■ Exercise requirements:
Restate all of the entries exactly, each line as it stands.

■ Working data:
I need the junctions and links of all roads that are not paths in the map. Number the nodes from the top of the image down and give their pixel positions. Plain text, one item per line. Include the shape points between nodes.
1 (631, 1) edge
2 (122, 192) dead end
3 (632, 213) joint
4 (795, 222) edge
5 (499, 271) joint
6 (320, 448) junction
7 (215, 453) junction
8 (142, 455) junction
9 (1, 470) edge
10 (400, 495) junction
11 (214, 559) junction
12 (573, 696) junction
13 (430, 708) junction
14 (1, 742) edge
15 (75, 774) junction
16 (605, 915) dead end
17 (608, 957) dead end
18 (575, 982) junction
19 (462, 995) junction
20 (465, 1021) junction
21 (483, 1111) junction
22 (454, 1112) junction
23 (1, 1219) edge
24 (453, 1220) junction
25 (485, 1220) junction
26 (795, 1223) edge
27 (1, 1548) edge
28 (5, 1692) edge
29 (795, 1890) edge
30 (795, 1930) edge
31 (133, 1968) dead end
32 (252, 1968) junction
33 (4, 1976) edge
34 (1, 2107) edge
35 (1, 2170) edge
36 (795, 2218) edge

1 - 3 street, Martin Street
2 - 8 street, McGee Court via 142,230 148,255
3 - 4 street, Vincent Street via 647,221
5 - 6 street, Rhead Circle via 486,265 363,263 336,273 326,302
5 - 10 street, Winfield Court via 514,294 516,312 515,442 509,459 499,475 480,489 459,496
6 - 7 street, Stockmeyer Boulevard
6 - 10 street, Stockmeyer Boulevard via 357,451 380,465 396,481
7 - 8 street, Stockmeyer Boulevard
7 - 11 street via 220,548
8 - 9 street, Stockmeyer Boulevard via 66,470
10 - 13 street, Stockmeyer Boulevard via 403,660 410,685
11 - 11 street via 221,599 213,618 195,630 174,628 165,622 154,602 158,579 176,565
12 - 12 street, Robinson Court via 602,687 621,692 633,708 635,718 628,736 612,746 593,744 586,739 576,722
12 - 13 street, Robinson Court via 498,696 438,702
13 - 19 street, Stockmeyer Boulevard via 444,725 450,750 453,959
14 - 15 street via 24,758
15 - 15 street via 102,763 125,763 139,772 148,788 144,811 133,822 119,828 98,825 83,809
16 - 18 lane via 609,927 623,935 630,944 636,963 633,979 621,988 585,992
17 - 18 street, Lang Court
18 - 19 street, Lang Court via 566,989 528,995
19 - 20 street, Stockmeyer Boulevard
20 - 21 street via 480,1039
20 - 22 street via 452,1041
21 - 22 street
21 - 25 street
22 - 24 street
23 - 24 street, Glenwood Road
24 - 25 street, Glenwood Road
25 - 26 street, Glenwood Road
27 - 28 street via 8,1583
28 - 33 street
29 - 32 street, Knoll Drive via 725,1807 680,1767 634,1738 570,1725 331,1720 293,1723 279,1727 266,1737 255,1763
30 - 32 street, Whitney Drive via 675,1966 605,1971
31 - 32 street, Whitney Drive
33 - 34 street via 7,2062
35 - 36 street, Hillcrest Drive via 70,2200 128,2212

■ The completed task:
I need the junctions and links of all roads that are not paths in the map. Number the nodes from the top of the image down and give their pixel positions. Plain text, one item per line. Include the shape points between nodes.
1 (631, 1) edge
2 (122, 192) dead end
3 (632, 213) joint
4 (795, 222) edge
5 (499, 271) joint
6 (320, 448) junction
7 (215, 453) junction
8 (142, 455) junction
9 (1, 470) edge
10 (400, 495) junction
11 (214, 559) junction
12 (573, 696) junction
13 (430, 708) junction
14 (1, 742) edge
15 (75, 774) junction
16 (605, 915) dead end
17 (608, 957) dead end
18 (575, 982) junction
19 (462, 995) junction
20 (465, 1021) junction
21 (483, 1111) junction
22 (454, 1112) junction
23 (1, 1219) edge
24 (453, 1220) junction
25 (485, 1220) junction
26 (795, 1223) edge
27 (1, 1548) edge
28 (5, 1692) edge
29 (795, 1890) edge
30 (795, 1930) edge
31 (133, 1968) dead end
32 (252, 1968) junction
33 (4, 1976) edge
34 (1, 2107) edge
35 (1, 2170) edge
36 (795, 2218) edge

1 - 3 street, Martin Street
2 - 8 street, McGee Court via 142,230 148,255
3 - 4 street, Vincent Street via 647,221
5 - 6 street, Rhead Circle via 486,265 363,263 336,273 326,302
5 - 10 street, Winfield Court via 514,294 516,312 515,442 509,459 499,475 480,489 459,496
6 - 7 street, Stockmeyer Boulevard
6 - 10 street, Stockmeyer Boulevard via 357,451 380,465 396,481
7 - 8 street, Stockmeyer Boulevard
7 - 11 street via 220,548
8 - 9 street, Stockmeyer Boulevard via 66,470
10 - 13 street, Stockmeyer Boulevard via 403,660 410,685
11 - 11 street via 221,599 213,618 195,630 174,628 165,622 154,602 158,579 176,565
12 - 12 street, Robinson Court via 602,687 621,692 633,708 635,718 628,736 612,746 593,744 586,739 576,722
12 - 13 street, Robinson Court via 498,696 438,702
13 - 19 street, Stockmeyer Boulevard via 444,725 450,750 453,959
14 - 15 street via 24,758
15 - 15 street via 102,763 125,763 139,772 148,788 144,811 133,822 119,828 98,825 83,809
16 - 18 lane via 609,927 623,935 630,944 636,963 633,979 621,988 585,992
17 - 18 street, Lang Court
18 - 19 street, Lang Court via 566,989 528,995
19 - 20 street, Stockmeyer Boulevard
20 - 21 street via 480,1039
20 - 22 street via 452,1041
21 - 22 street
21 - 25 street
22 - 24 street
23 - 24 street, Glenwood Road
24 - 25 street, Glenwood Road
25 - 26 street, Glenwood Road
27 - 28 street via 8,1583
28 - 33 street
29 - 32 street, Knoll Drive via 725,1807 680,1767 634,1738 570,1725 331,1720 293,1723 279,1727 266,1737 255,1763
30 - 32 street, Whitney Drive via 675,1966 605,1971
31 - 32 street, Whitney Drive
33 - 34 street via 7,2062
35 - 36 street, Hillcrest Drive via 70,2200 128,2212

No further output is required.